__Exercise__: The records that follow are to be given again exactly, with their pictures omitted.

-- Recorded data follows --

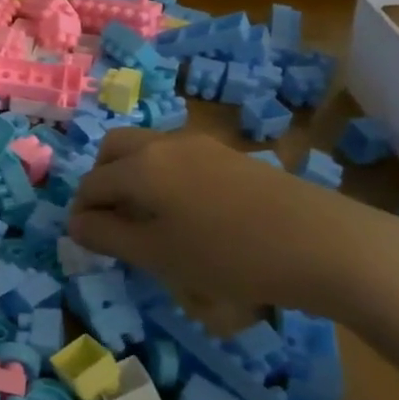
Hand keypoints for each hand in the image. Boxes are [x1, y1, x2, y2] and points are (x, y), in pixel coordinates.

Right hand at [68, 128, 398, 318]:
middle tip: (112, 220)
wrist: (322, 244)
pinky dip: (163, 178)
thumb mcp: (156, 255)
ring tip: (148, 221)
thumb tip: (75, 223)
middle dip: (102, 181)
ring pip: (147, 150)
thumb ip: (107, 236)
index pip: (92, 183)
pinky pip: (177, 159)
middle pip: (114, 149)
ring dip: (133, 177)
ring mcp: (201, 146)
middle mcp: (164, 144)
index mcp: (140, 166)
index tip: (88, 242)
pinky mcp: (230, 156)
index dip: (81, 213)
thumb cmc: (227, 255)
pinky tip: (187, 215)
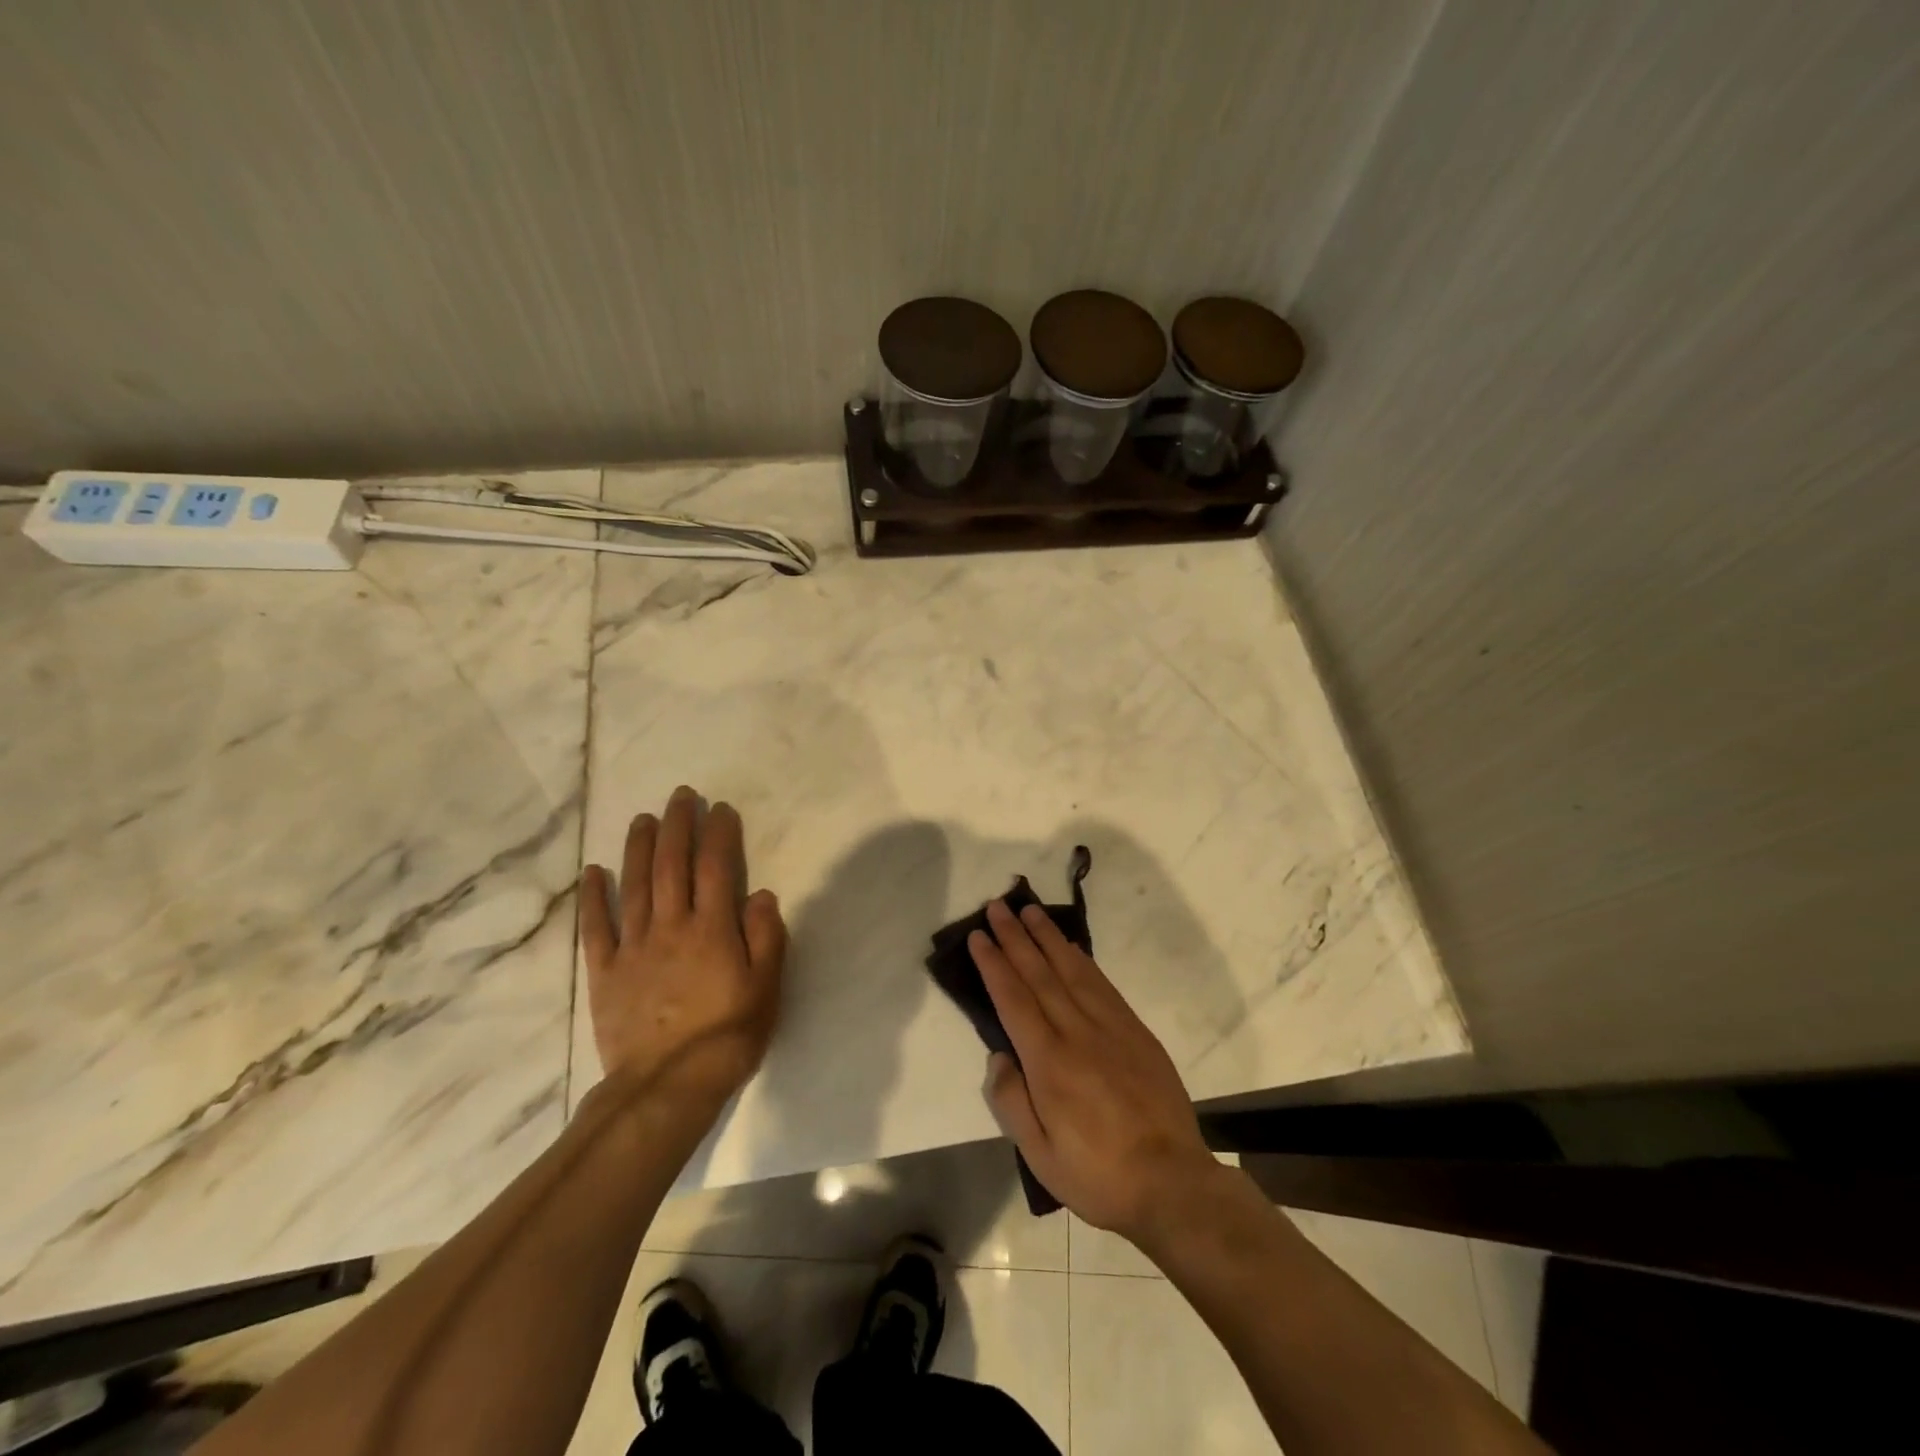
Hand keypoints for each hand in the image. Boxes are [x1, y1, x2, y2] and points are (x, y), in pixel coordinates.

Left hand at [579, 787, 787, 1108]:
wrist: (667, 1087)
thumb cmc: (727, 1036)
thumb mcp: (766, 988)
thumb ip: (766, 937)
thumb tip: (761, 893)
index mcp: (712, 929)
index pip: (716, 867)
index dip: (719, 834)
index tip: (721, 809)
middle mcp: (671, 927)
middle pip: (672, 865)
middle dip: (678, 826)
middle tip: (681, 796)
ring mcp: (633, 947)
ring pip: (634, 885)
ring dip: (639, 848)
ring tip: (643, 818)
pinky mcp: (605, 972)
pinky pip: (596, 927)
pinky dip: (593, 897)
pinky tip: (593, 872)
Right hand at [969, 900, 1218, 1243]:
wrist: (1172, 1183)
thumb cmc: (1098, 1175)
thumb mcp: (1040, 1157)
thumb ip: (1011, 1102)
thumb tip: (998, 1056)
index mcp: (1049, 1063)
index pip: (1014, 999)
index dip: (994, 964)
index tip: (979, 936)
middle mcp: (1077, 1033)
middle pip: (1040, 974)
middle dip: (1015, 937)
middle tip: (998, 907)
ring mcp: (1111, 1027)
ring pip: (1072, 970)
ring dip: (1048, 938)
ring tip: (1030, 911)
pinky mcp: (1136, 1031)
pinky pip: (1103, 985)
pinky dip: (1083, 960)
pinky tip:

-- Recorded data concluded --

__Response__:
Hand keypoints for each hand in the image. Boxes are [x1, y1, x2, y2] and points are (x, y), in pixel coordinates.

Right hand at [68, 128, 398, 318]:
middle tip: (112, 220)
wrist: (322, 244)
pinky dip: (163, 178)
thumb mcp: (156, 255)
ring tip: (148, 221)
thumb tip: (75, 223)
middle dip: (102, 181)
ring pip: (147, 150)
thumb ip: (107, 236)
index pip: (92, 183)
pinky pip: (177, 159)
middle pip: (114, 149)
ring dip: (133, 177)
ring mcp: (201, 146)
middle mcp: (164, 144)
index mcp: (140, 166)
index tip: (88, 242)
pinky mcp: (230, 156)
index dip: (81, 213)
thumb cmc: (227, 255)
pinky tip: (187, 215)
Hand keypoints for each hand in the image. Boxes are [x1, y1, x2, y2] and points are (x, y), in pixel coordinates.

Left hand at [579, 787, 787, 1108]:
wrist: (667, 1087)
thumb cmc: (727, 1036)
thumb mcp: (766, 988)
thumb ip: (766, 937)
thumb tip: (761, 893)
index mcp: (712, 929)
index pip: (716, 867)
index dip: (719, 834)
index tip: (721, 809)
middle mcp: (671, 927)
middle pip: (672, 865)
middle dip: (678, 826)
middle tip: (681, 796)
ring mcp: (633, 947)
ring pip: (634, 885)
ring dip: (639, 848)
ring tip: (643, 818)
pinky mcp: (605, 972)
pinky pip: (596, 927)
pinky dip: (593, 897)
pinky tip: (593, 872)
Right hand at [969, 900, 1218, 1243]:
wrist: (1172, 1183)
thumb cmc: (1098, 1175)
thumb mcp: (1040, 1157)
thumb ip: (1011, 1102)
thumb tip: (998, 1056)
index mcp: (1049, 1063)
index pip: (1014, 999)
index dip: (994, 964)
index tip: (979, 936)
middle mcp: (1077, 1033)
middle pip: (1040, 974)
middle dip: (1015, 937)
middle tip: (998, 907)
ring mcp: (1111, 1027)
ring pip: (1072, 970)
ring dip: (1048, 938)
ring tip: (1030, 911)
pinky mcp: (1136, 1031)
pinky pip: (1103, 985)
pinky dip: (1083, 960)
pinky tip:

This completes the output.